I show the code below. However, two components are pseudo code.
public void Convert_Transitional_to_Strict(string input_filepath)
{
// Create list of namespaces
List<namespaceIndex> namespaces = namespaceIndex.Create_Namespaces_Index();
using (var spreadsheet = SpreadsheetDocument.Open(input_filepath, true))
{
WorkbookPart wbPart = spreadsheet.WorkbookPart;
DocumentFormat.OpenXml.Spreadsheet.Workbook workbook = wbPart.Workbook;
// If Transitional
if (workbook.Conformance == null || workbook.Conformance != "strict")
{
// Create dictionary of existing namespaces
Dictionary<string, string> existingNamespaces = spreadsheet
.GetAllParts()
.NamespaceDeclarations
.ToDictionary();
// Change conformance class
workbook.Conformance.Value = ConformanceClass.Enumstrict;
// Add vml urn namespace to workbook.xml
workbook.AddNamespaceDeclaration("v", "urn:schemas-microsoft-com:vml");
// Change namespaces
foreach (KeyValuePair<string, string> existingNamespace in existingNamespaces)
{
foreach (namespaceIndex name in namespaces)
{
if (name.Transitional == existingNamespace.Value)
{
existingNamespace.Value = name.Strict;
}
}
}
}
}
}
The below part is pseudo code. I don't know any way to search for all namespaces in a spreadsheet and register them to a dictionary. Using LINQ could be the way to move forward. Do you have any suggestion for me how to code a dictionary with all namespaces in a spreadsheet?

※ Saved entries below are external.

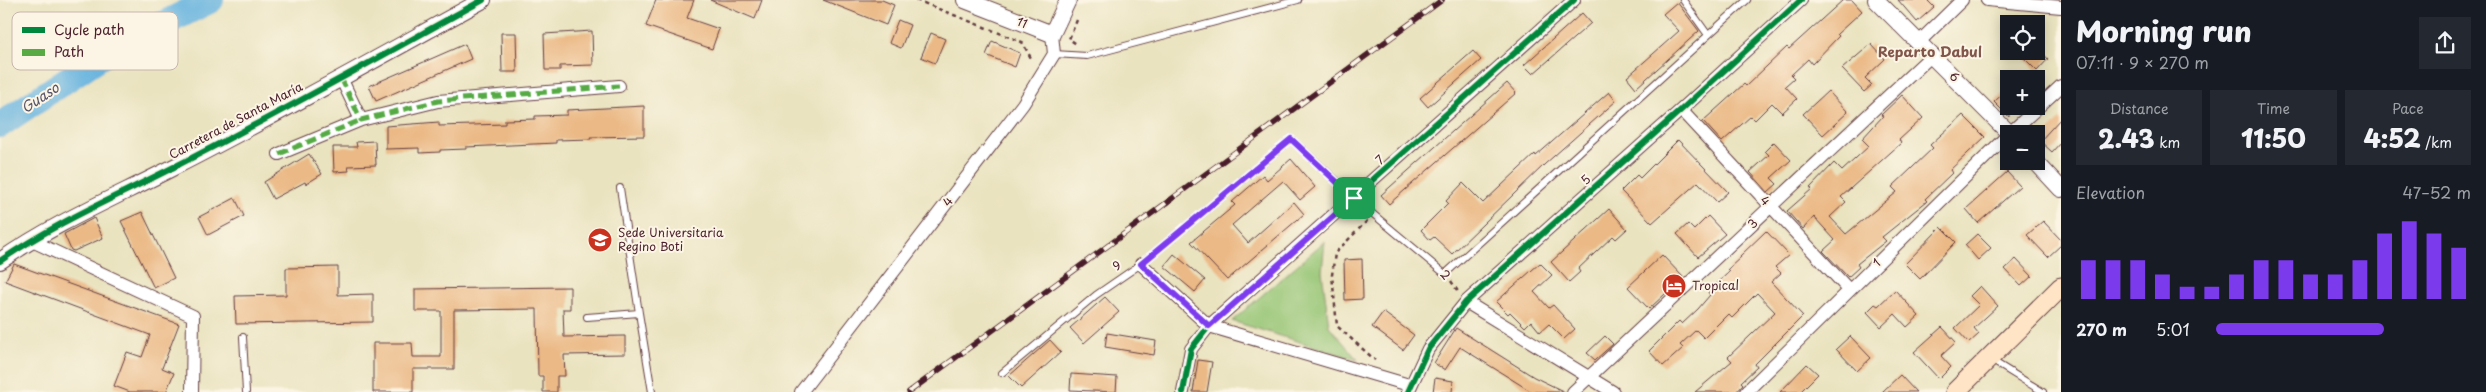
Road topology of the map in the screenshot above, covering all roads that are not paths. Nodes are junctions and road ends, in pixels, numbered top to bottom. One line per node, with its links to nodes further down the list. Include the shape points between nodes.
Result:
1 (483, 0): 18 (street, Carretera de Santa María)
2 (965, 0): 13 (street, 11)
3 (1068, 0): 13 (street)
4 (1298, 0): 16 (lane, via 1087,56)
5 (1574, 0): 31 (street, 7)
6 (1683, 0): 14 (lane)
7 (1747, 0): 14 (lane)
8 (1801, 0): 21 (street, 5)
9 (1876, 0): 15 (street, 6)
10 (1962, 0): 15 (street)
11 (1987, 0): 12 (street)
12 (2061, 7)
13 (1052, 34): 16 (street)
14 (1708, 35): 31 (lane, 2, via 1446,274)
15 (1919, 42): 17 (street, 6)
16 (1054, 54): 50 (street, 4, via 1023,104)
17 (1932, 55): 23 (street, 6); 32 (street, 3)
18 (341, 78): 22 (street); 33 (street, Carretera de Santa María, via 175,166 74,214)
19 (619, 86): 22 (street, via 438,101)
20 (2061, 86): 24 (street, 1)
21 (1681, 110): 32 (street, 4); 38 (street, 5)
22 (361, 120): 27 (street)
23 (2000, 125)
24 (2019, 125)
25 (1291, 139): 31 (lane, 2); 35 (lane, 9)
26 (2000, 143): 37 (street, 1)
27 (279, 154)
28 (2043, 170): 30 (street)
29 (620, 188): 39 (lane)
30 (2061, 189)
31 (1354, 198): 41 (street, 7)
32 (1771, 208): 37 (street, 4); 45 (street, 3)
33 (30, 240): 34 (street, Carretera de Santa María); 47 (street, via 193,316)
34 (0, 261)
35 (1141, 264): 41 (street); 44 (lane, 9, via 1096,295)
36 (2061, 286): 43 (main road)
37 (1850, 290): 54 (street, 1)
38 (1466, 302): 45 (street); 46 (street, 5, via 1428,349)
39 (639, 313): 40 (lane); 49 (lane)
40 (586, 317)
41 (1209, 326): 46 (street); 51 (street, 7, via 1191,349)
42 (242, 337): 48 (lane)
43 (1988, 359): 55 (main road); 56 (lane)
44 (1002, 373)
45 (1590, 377): 52 (street, 3); 53 (street)
46 (1408, 389)
47 (192, 392)
48 (246, 392)
49 (652, 392)
50 (801, 392)
51 (1183, 392)
52 (1573, 392)
53 (1613, 392)
54 (1746, 392)
55 (1955, 392)
56 (2043, 392)

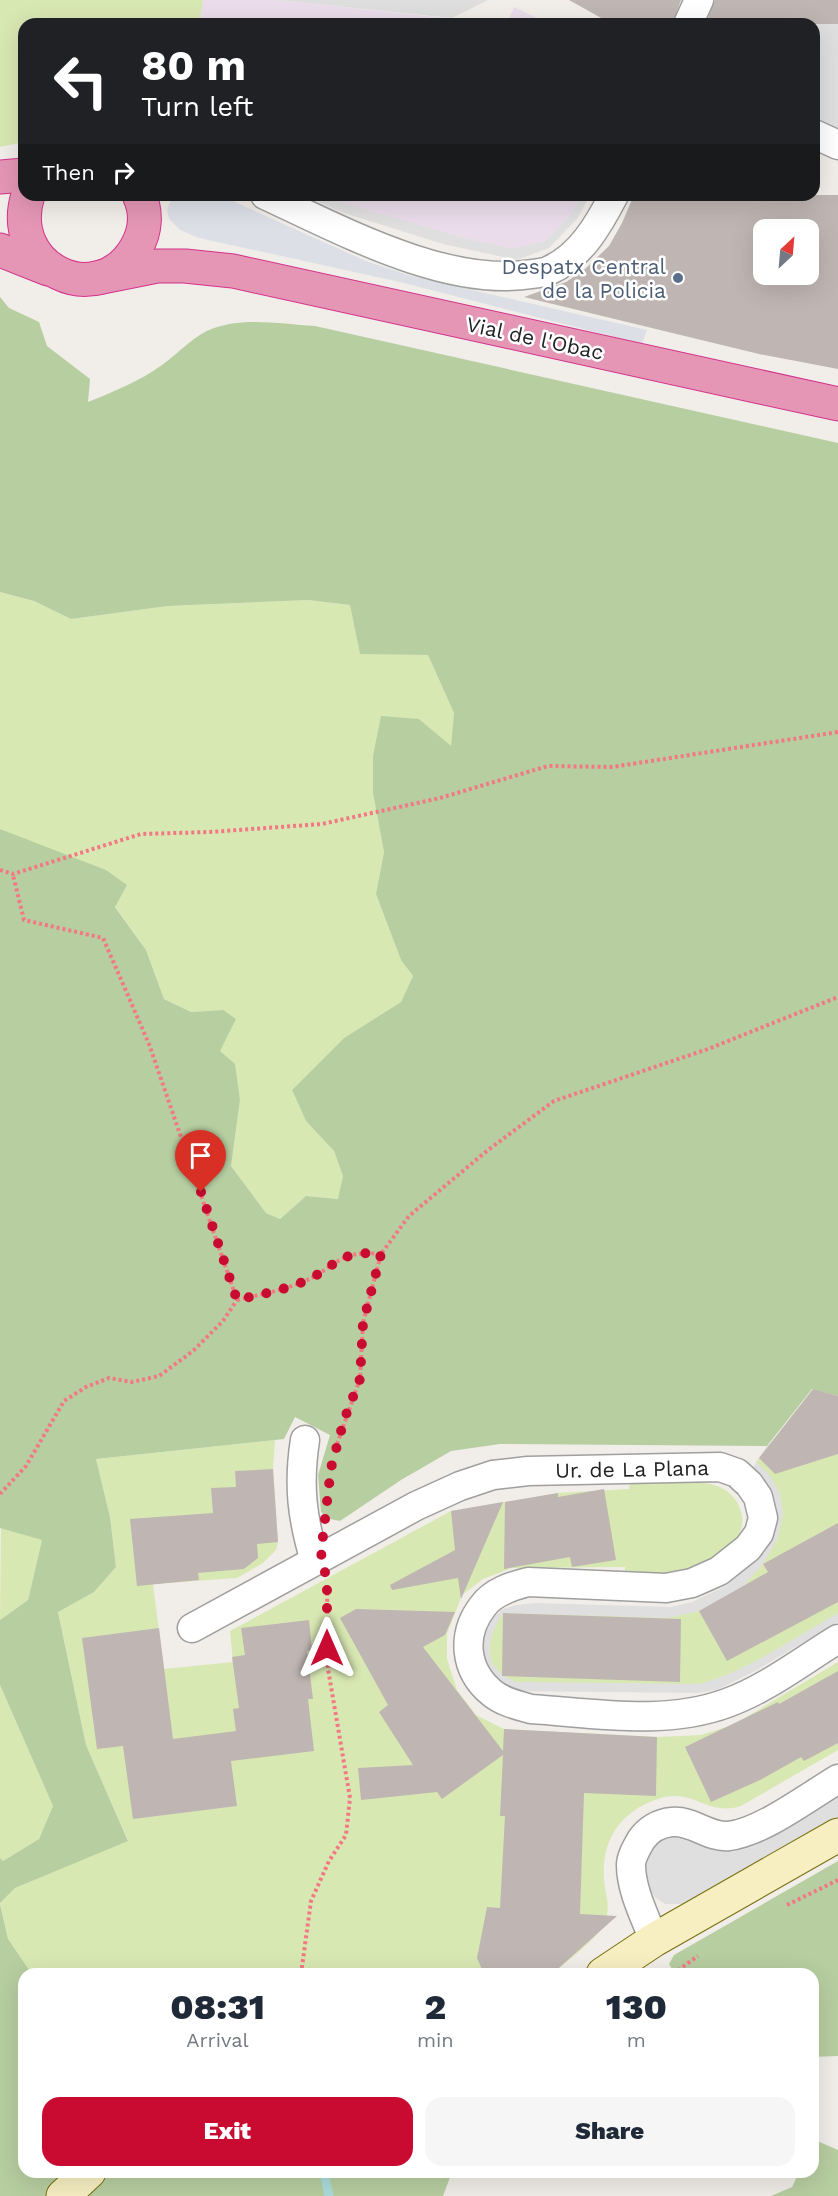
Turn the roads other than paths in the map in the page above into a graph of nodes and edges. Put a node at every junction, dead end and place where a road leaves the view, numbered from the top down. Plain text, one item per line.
1 (699, 0) edge
2 (691, 18) edge
3 (820, 137) edge
4 (838, 145) edge
5 (18, 176) edge
6 (0, 177) edge
7 (26, 201) edge
8 (278, 201) edge
9 (611, 201) edge
10 (143, 203) edge
11 (0, 250) edge
12 (232, 271) junction
13 (58, 273) junction
14 (97, 278) junction
15 (838, 404) edge
16 (305, 1440) dead end
17 (318, 1559) junction
18 (192, 1628) dead end
19 (838, 1639) edge
20 (838, 1779) edge
21 (838, 1835) edge
22 (654, 1940) junction
23 (612, 1968) edge
24 (83, 2178) edge
25 (63, 2196) edge

1 - 2 street
3 - 4 street
5 - 6 highway
7 - 13 highway
8 - 9 street
10 - 12 highway, Vial de l'Obac
10 - 14 highway
11 - 13 highway
12 - 14 highway, Vial de l'Obac
12 - 15 highway, Vial de l'Obac
13 - 14 highway, Vial de l'Obac
16 - 17 street
17 - 18 street, Ur. de La Plana
17 - 19 street, Ur. de La Plana
20 - 22 street
21 - 22 main road
22 - 23 main road
24 - 25 main road

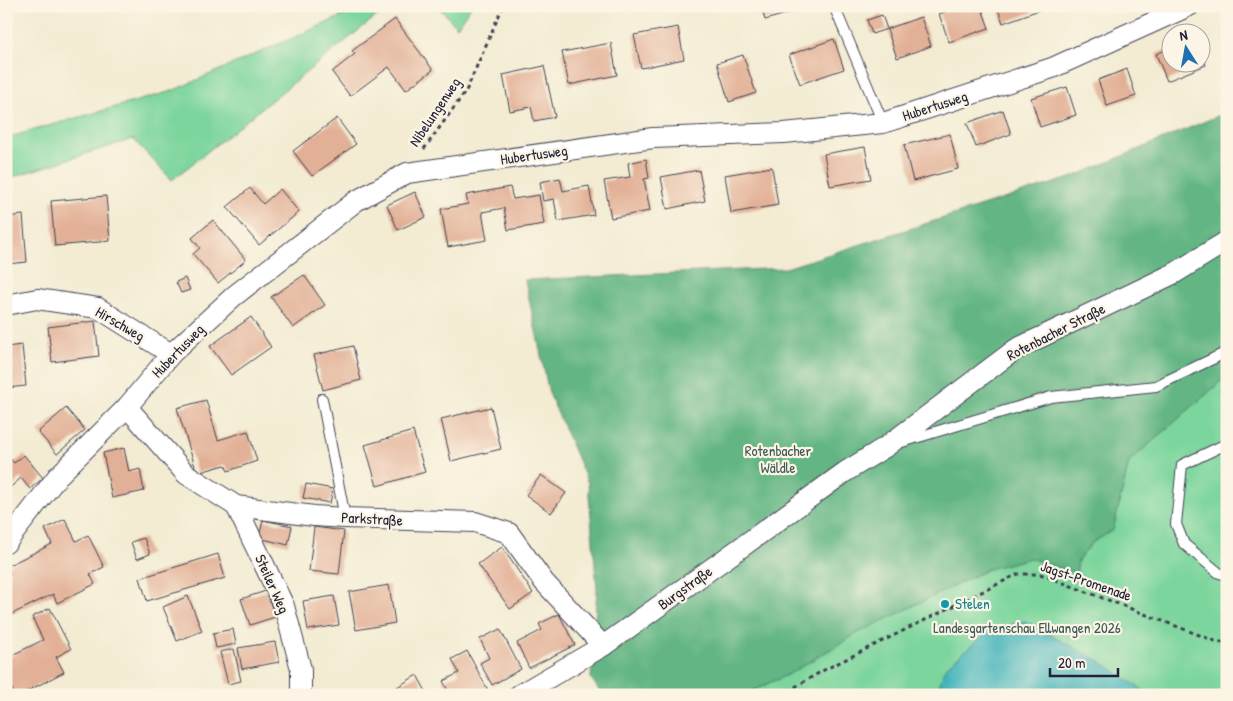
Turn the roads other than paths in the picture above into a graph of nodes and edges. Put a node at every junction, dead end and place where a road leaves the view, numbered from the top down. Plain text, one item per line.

// Create dictionary of existing namespaces
Dictionary<string, string> existingNamespaces = spreadsheet
.GetAllParts()
.NamespaceDeclarations
.ToDictionary();
Secondly, the below is also pseudo code. I need a simple way to get and set any namespace registered in the dictionary of existing namespaces in the spreadsheet. I know of .AddNamespaceDeclations() and .RemoveNamespaceDeclarations(), but these must be hardcoded for each namespace, you want to change. I need a more generic way to do this in a foreach loop.
if (name.Transitional == existingNamespace.Value)
{
existingNamespace.Value = name.Strict;
}
Are these two pseudo code snippets, something that is possible to do with Open XML SDK and can you point me in the right direction?